The following summarize some of the learnings, while experimenting with AWS Services:

  • Understood the CLI commands and Python’s boto3 library for DynamoDB
  • CLI is good enough for experimentation but one cannot ingest millions of items using AWS CLI
  • Tried my hand on learning boto3 and soon realized that one needs to carefully pick the provisioning capacity of the database so that it works well with the batch operations. There is no point in sending a batch request when there is a meager provisional capacity
  • Understood the various setting for capacity such as RCU, WCU, auto-scaling
  • Batch operations via boto3 seemed slow and hence was curious to look at AWS Data Pipeline.
  • AWS DataPipeline had another sort of learning curve. First came the IAM permissions. Had to work through the right policy statements to get the relevant privileges to create the resource. Once the data pipeline was created, it became apparent that the usual JSON structure of the document cannot be used. I had to convert millions of documents in to DynamoDB compatible JSON. This obviously meant that I had to use AWS Glue and that meant that I had to brush up on my PySpark syntax.
  • Brushing up on PySpark syntax meant that I needed to have a machine in the first place. Thanks to my recent machine crash, my Spark environment had evaporated. Hence I had to spend some time on recreating a Spark environment on my machine. That lead to an deadend again as the configuration was not good enough to test out the JSON conversion
  • The next place to look out was AWS EMR. I have had experience with using EMR previously but the IAM permissions was something that held me back from quick prototyping. Created the relevant policies and roles and managed to spin cluster for prototyping on Zeppelin Notebook
  • Once I had Zeppelin set up for Spark, it was easy to revisit some basic data munging syntax. However Zeppelin is not as user friendly as Jupyter notebook. More specifically, the keyboard shortcuts are pretty painful to get used to.
  • Managed to create a script that does the JSON conversion
  • Next stop was AWS Glue. Same story here. Most of the time spent on setting up IAM permissions. Managed to use Glue and convert all the relevant documents
  • Tried using DataPipeline for small sample data and a reasonably huge data. Realized that it wasn’t cut out to do my job. It was more like a blackbox and I had no clue why some of the jobs were failing
  • I turned to AWS Glue that seems to have a new sink connector to DynamoDB
  • In order to quickly prototype, I had to create a notebook instance where I could work with native glue library from AWS. Ended up creating a Sagemaker end point and a Sagemaker notebook. However this again lead to a dead end.
  • Finally all the options of using existing AWS services has closed, i.e DataPipeline did not work out for me. AWS Glue did not work out for my case.
  • In the process of working with many of the AWS services that require data to be in a specific format, in a specific folder etc, there was a ton of S3 bucket operations that I had to do, in order to get the data in the right format.

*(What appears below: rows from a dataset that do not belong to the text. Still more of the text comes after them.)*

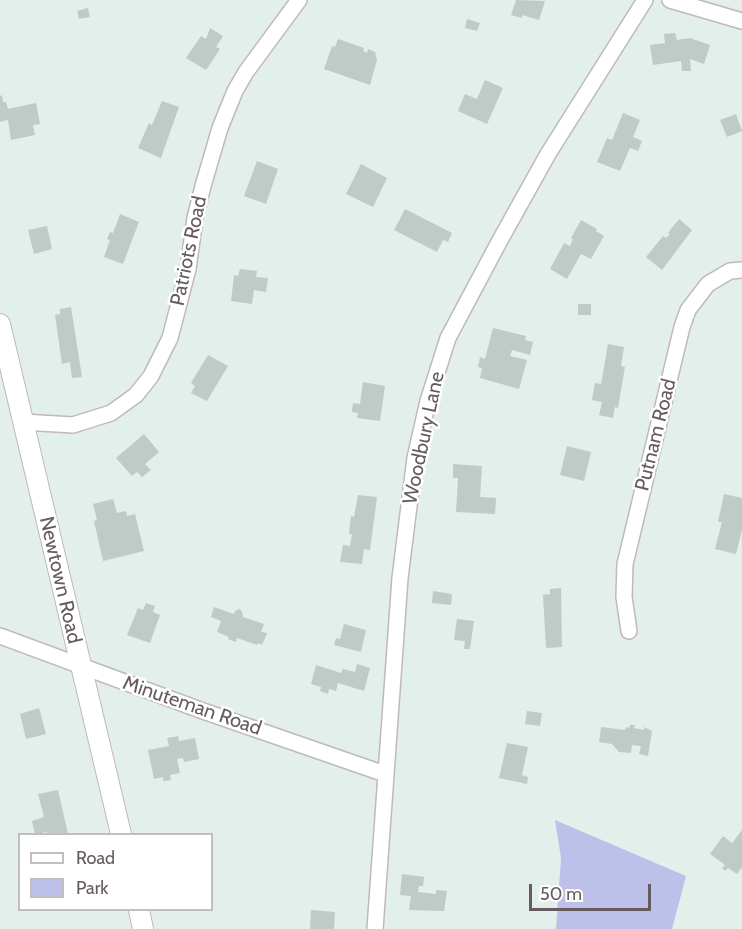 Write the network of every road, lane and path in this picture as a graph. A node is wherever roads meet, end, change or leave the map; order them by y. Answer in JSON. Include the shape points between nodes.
{"nodes":[{"id":1,"x":299,"y":0,"type":"edge"},
{"id":2,"x":645,"y":0,"type":"edge"},
{"id":3,"x":670,"y":0,"type":"edge"},
{"id":4,"x":742,"y":21,"type":"edge"},
{"id":5,"x":742,"y":270,"type":"edge"},
{"id":6,"x":0,"y":324,"type":"edge"},
{"id":7,"x":23,"y":422,"type":"junction"},
{"id":8,"x":629,"y":631,"type":"dead end"},
{"id":9,"x":0,"y":636,"type":"edge"},
{"id":10,"x":80,"y":666,"type":"junction"},
{"id":11,"x":386,"y":774,"type":"junction"},
{"id":12,"x":121,"y":833,"type":"edge"},
{"id":13,"x":139,"y":911,"type":"edge"},
{"id":14,"x":143,"y":929,"type":"edge"},
{"id":15,"x":375,"y":929,"type":"edge"}],
"edges":[{"from":1,"to":7,"type":"street","name":"Patriots Road","via":[[246,72],[220,128],[195,218],[188,269],[170,338],[151,376],[136,395],[111,413],[73,425]]},
{"from":2,"to":11,"type":"street","name":"Woodbury Lane","via":[[548,154],[448,338],[415,458],[400,578]]},
{"from":3,"to":4,"type":"street"},
{"from":5,"to":8,"type":"street","name":"Putnam Road","via":[[730,271],[708,284],[688,310],[682,327],[625,564]]},
{"from":6,"to":7,"type":"street","name":"Newtown Road"},
{"from":7,"to":10,"type":"street","name":"Newtown Road"},
{"from":9,"to":10,"type":"street","name":"Minuteman Road"},
{"from":10,"to":11,"type":"street","name":"Minuteman Road"},
{"from":10,"to":12,"type":"street","name":"Newtown Road"},
{"from":11,"to":15,"type":"street","name":"Woodbury Lane"},
{"from":13,"to":14,"type":"street"}]}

For these tasks, of course ,it was accomplished with a combination of boto3 and Glue services
  • Was left with no choice but to go with the traditional boto3 library and scale up WCU for the instance. For this I had to spin up an EC2 instance and write a simple batch script that ingests documents. These documents were of course not the raw documents, but processed in such a way, that there are amenable for use with boto3 library

What happened finally ?

Given all the data wrangling, the AWS Service hopping that I had done, a happy conclusion would have been a successful ingestion of 150 million documents. Sadly, this adventure turned in to a misadventure. There was a size restriction of 40KB per item in DynamoDB that I had overlooked. Somehow I was under the impression that 40KB was good enough, until I really checked the dataset. Realized that there are a sizable number of documents that don’t fit the 40KB item size requirement. I was having a secondary index too. That meant that it was actually less than 20KB per item that I was allowed.

Ultimately I had to abandon my intention of loading millions of documents in to DynamoDB. Ton of lessons learned in the last few days. This post will serve as a reminder to me, of all things, that didn’t work out, for my usecase.